● YOUR INSTRUCTIONS
From the entries below, extract every line that includes the word "other".

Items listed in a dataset
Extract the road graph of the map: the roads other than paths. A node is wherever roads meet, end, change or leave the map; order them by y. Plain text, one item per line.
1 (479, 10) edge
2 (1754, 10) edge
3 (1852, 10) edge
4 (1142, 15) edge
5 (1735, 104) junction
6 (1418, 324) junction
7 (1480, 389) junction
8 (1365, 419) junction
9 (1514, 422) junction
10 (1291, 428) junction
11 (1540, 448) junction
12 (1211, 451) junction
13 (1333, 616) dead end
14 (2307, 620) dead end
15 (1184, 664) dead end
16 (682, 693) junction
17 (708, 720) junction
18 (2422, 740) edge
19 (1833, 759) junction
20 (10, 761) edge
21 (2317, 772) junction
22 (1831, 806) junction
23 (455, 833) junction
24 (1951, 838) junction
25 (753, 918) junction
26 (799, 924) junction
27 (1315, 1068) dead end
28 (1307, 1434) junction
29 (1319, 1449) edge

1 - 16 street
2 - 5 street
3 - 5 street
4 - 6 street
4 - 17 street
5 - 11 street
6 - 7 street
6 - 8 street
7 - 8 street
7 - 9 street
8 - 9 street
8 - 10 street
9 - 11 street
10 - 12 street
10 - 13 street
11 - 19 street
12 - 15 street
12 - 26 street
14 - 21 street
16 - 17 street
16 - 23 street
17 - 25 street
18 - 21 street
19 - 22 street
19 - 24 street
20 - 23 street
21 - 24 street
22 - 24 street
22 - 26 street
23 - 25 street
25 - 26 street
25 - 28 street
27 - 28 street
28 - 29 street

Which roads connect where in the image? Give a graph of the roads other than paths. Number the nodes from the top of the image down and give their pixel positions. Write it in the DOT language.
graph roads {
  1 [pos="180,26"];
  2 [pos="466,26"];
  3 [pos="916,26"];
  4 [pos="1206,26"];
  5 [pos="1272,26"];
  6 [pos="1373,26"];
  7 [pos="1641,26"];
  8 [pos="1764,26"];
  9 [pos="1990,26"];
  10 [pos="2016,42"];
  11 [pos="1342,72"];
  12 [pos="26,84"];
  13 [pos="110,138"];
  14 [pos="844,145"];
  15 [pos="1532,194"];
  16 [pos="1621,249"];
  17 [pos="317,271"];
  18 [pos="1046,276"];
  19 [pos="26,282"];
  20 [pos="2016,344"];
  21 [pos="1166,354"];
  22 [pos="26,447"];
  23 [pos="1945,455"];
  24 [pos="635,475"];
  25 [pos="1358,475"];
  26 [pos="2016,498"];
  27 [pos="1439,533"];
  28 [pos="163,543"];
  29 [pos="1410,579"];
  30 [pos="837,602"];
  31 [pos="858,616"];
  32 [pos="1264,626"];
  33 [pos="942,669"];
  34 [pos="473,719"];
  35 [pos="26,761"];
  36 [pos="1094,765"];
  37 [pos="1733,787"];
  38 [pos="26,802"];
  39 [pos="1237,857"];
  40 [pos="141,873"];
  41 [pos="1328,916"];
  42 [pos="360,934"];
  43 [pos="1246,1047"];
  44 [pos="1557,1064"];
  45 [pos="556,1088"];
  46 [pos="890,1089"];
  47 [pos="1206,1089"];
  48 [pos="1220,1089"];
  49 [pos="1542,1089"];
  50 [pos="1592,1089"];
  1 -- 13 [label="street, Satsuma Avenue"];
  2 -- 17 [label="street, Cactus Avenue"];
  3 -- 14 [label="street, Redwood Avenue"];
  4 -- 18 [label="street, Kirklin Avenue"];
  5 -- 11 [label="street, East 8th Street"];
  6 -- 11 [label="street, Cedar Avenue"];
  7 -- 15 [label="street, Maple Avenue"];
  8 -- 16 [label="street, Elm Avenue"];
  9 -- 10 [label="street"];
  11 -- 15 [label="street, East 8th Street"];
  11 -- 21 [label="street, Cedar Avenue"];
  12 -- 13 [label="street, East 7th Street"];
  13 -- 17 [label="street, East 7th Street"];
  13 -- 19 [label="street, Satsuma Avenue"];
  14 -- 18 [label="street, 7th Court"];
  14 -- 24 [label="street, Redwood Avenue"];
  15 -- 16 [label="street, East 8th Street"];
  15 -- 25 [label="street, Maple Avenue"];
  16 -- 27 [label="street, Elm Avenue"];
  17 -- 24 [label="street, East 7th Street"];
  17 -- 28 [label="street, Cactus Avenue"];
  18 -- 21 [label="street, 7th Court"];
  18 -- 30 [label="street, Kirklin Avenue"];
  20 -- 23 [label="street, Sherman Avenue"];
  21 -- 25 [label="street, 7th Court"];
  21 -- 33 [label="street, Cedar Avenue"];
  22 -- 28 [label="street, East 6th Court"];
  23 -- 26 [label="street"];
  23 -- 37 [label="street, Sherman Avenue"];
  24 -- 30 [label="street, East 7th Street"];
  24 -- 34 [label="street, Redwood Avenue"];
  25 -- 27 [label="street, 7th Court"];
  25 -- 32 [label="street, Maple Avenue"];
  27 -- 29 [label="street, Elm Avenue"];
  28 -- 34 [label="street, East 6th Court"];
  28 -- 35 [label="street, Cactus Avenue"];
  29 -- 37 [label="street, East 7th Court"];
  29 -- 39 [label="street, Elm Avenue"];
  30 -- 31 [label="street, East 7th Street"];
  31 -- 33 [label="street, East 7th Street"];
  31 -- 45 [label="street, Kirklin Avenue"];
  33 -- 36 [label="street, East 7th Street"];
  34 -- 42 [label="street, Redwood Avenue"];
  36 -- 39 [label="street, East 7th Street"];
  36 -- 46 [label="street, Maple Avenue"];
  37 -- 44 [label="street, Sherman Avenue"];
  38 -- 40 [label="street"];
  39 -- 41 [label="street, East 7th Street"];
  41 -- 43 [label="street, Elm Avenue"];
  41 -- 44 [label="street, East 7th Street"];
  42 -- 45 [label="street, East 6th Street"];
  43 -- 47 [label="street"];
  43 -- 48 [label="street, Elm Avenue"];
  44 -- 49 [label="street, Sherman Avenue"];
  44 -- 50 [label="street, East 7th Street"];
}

● EXERCISE OUTPUT
Extract the road graph of the map: the roads other than paths. A node is wherever roads meet, end, change or leave the map; order them by y. Plain text, one item per line.
Which roads connect where in the image? Give a graph of the roads other than paths. Number the nodes from the top of the image down and give their pixel positions. Write it in the DOT language.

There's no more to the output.